I found the geohackweek series of tutorials very helpful: https://geohackweek.github.io/schedule.html
Happy to answer any very specific questions on PM or publicly here if you think the discussion would be generally useful for others on the thread.
Re: the interactive web demo page, I’m overdue on pushing that to the repo (and nb for creating the training images & masks) but in short, I’m using mapbox GL JS to display raster baselayers (as geotiffs) and polygons (as geojson) as new layers on top. Their documentation and code snippets are very good so I pretty much cobble together and slightly adapt a bunch of their boilerplate code: https://docs.mapbox.com/mapbox-gl-js/examples/
Hey Dave, thank you so much for your detailed reply. You must be really good at learning stuff on the fly! I am still far away from that level yet.
I actually did run into a very specific question when training the segmentation model. It is about the choice of the loss function. Here you went for a combo loss function that is the sum of BCE and Dice. How did you come up with that ingenious idea? What is the reason that the choice is important here?
I didn’t come up with the idea of combining BCE and dice loss It was used by many top-placing kaggle participants in recent segmentation competitions (i.e. 1st place solution in 2018 data science bowl) so I thought I’d try it out.
Confirmed with some experimental runs that it worked better than BCE or dice loss alone in my case so I kept it.
Even w/o participating (I mostly haven’t), I try to review the top placing solutions write-ups and published code from relevant Kaggle competitions and other challenges related to geospatial data and computer vision. Great way to keep up with new techniques!

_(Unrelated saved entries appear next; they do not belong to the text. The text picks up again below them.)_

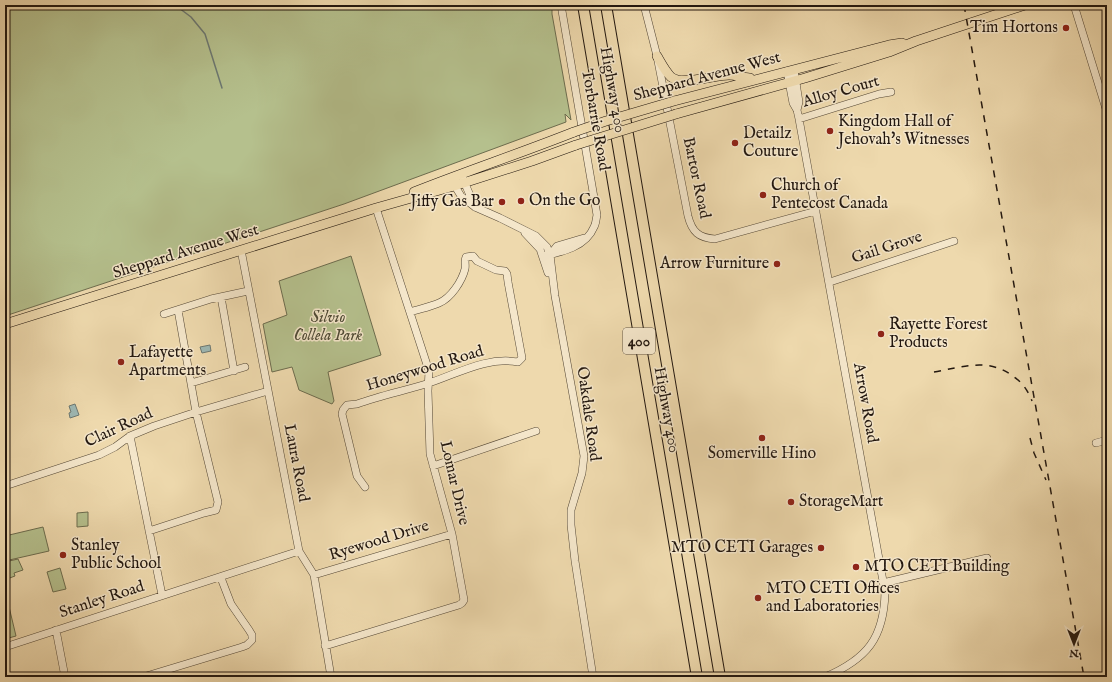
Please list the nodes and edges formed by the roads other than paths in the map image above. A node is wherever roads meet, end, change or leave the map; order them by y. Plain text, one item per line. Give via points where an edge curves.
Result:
1 (560, 5) edge
2 (582, 5) edge
3 (606, 5) edge
4 (644, 5) edge
5 (1025, 5) edge
6 (1074, 5) edge
7 (916, 41) junction
8 (657, 56) junction
9 (790, 70) junction
10 (758, 78) junction
11 (793, 81) junction
12 (891, 92) dead end
13 (1107, 112) edge
14 (799, 119) junction
15 (455, 179) junction
16 (465, 182) junction
17 (475, 207) junction
18 (376, 208) junction
19 (816, 211) junction
20 (954, 241) dead end
21 (241, 250) junction
22 (547, 255) junction
23 (830, 282) junction
24 (248, 291) junction
25 (221, 297) junction
26 (178, 310) junction
27 (410, 312) junction
28 (164, 314) dead end
29 (5, 324) edge
30 (245, 367) dead end
31 (234, 371) junction
32 (191, 383) junction
33 (428, 383) junction
34 (268, 391) junction
35 (196, 412) junction
36 (536, 431) dead end
37 (130, 436) junction
38 (1107, 440) edge
39 (1096, 443) dead end
40 (433, 466) junction
41 (5, 486) edge
42 (365, 487) dead end
43 (149, 531) junction
44 (452, 534) junction
45 (299, 551) junction
46 (987, 558) dead end
47 (314, 575) junction
48 (221, 578) junction
49 (883, 583) junction
50 (162, 595) junction
51 (56, 630) junction
52 (325, 646) junction
53 (5, 647) edge
54 (65, 677) edge
55 (143, 677) edge
56 (331, 677) edge
57 (469, 677) edge
58 (474, 677) edge
59 (594, 677) edge
60 (697, 677) edge
61 (720, 677) edge
62 (825, 677) edge

1 - 22 street, Torbarrie Road via 597,215 594,228 576,247
2 - 60 highway, Highway 400 / 400
3 - 61 highway, Highway 400 / 400
4 - 8 street, Bartor Road
5 - 7 main road, Sheppard Avenue West
6 - 13 street
7 - 9 main road, Sheppard Avenue West via 889,44
7 - 11 main road, Sheppard Avenue West via 890,52
8 - 10 main road via 672,78 680,80 729,75
8 - 19 street, Bartor Road via 688,216 698,234 706,238 723,238
9 - 10 main road, Sheppard Avenue West
9 - 11 street, Arrow Road
10 - 15 main road, Sheppard Avenue West, bridge via 606,121
11 - 14 street, Arrow Road via 800,102 797,110
11 - 16 main road, Sheppard Avenue West, bridge via 676,114
12 - 14 street, Alloy Court
14 - 19 street, Arrow Road
15 - 16 main road, Sheppard Avenue West
15 - 17 street via 461,196
15 - 18 main road, Sheppard Avenue West
16 - 17 street
17 - 22 street via 520,228
18 - 21 main road, Sheppard Avenue West
18 - 27 street, Lomar Drive
19 - 23 street, Arrow Road
20 - 23 street, Gail Grove
21 - 24 street, Laura Road
21 - 29 main road, Sheppard Avenue West
22 - 59 street, Oakdale Road via 584,456 582,473 571,510 571,525
23 - 49 street, Arrow Road
24 - 25 street
24 - 34 street, Laura Road
25 - 26 street
25 - 31 street
26 - 28 street
26 - 32 street
27 - 33 street, Lomar Drive via 429,371
27 - 33 street, Honeywood Road via 440,303 452,293 466,267 467,256 473,256 477,261 507,274 522,358 518,362 507,360 480,364
30 - 31 street
31 - 32 street
32 - 35 street
33 - 40 street, Lomar Drive via 430,454
33 - 42 street, Honeywood Road via 347,406 343,410 357,476
34 - 35 street, Clair Road
34 - 45 street, Laura Road
35 - 37 street, Clair Road
35 - 43 street via 218,507 216,510
36 - 40 street
37 - 41 street, Clair Road via 115,448 99,455
37 - 43 street
38 - 39 street
40 - 44 street, Lomar Drive
43 - 50 street
44 - 47 street, Ryewood Drive
44 - 52 street, Lomar Drive via 464,596 462,603
45 - 47 street, Laura Road
45 - 48 street, Stanley Road
46 - 49 street
47 - 52 street, Laura Road
48 - 50 street, Stanley Road
48 - 55 street via 228,599 252,635 252,640 242,647
49 - 62 street, Arrow Road via 884,608 876,636 864,654 844,669
50 - 51 street, Stanley Road
51 - 53 street, Stanley Road
51 - 54 street
52 - 56 street, Laura Road
57 - 58 street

Here is a new satellite image competition being run as part of the Women in Data Science Datathon 2019, hosted by Kaggle. Great to see the inclusivity! The task is to predict the presence of socially questionable oil palm plantations in satellite imagery. It’s fairly ‘easy’ with a ‘short’ 4 week window. And there is swag to win, including easy-to-qualify cloud credit. A nice intro to Kaggle for freshly minted fastai alumni.
It is open to individuals of any gender, and teams with 50%+ female members.
It is pretty interesting. I used flat Cross Entropy, the default option of fast.ai, and still got a better training result than the combo loss in fewer iterations. If you are interested, I could send you my notebook.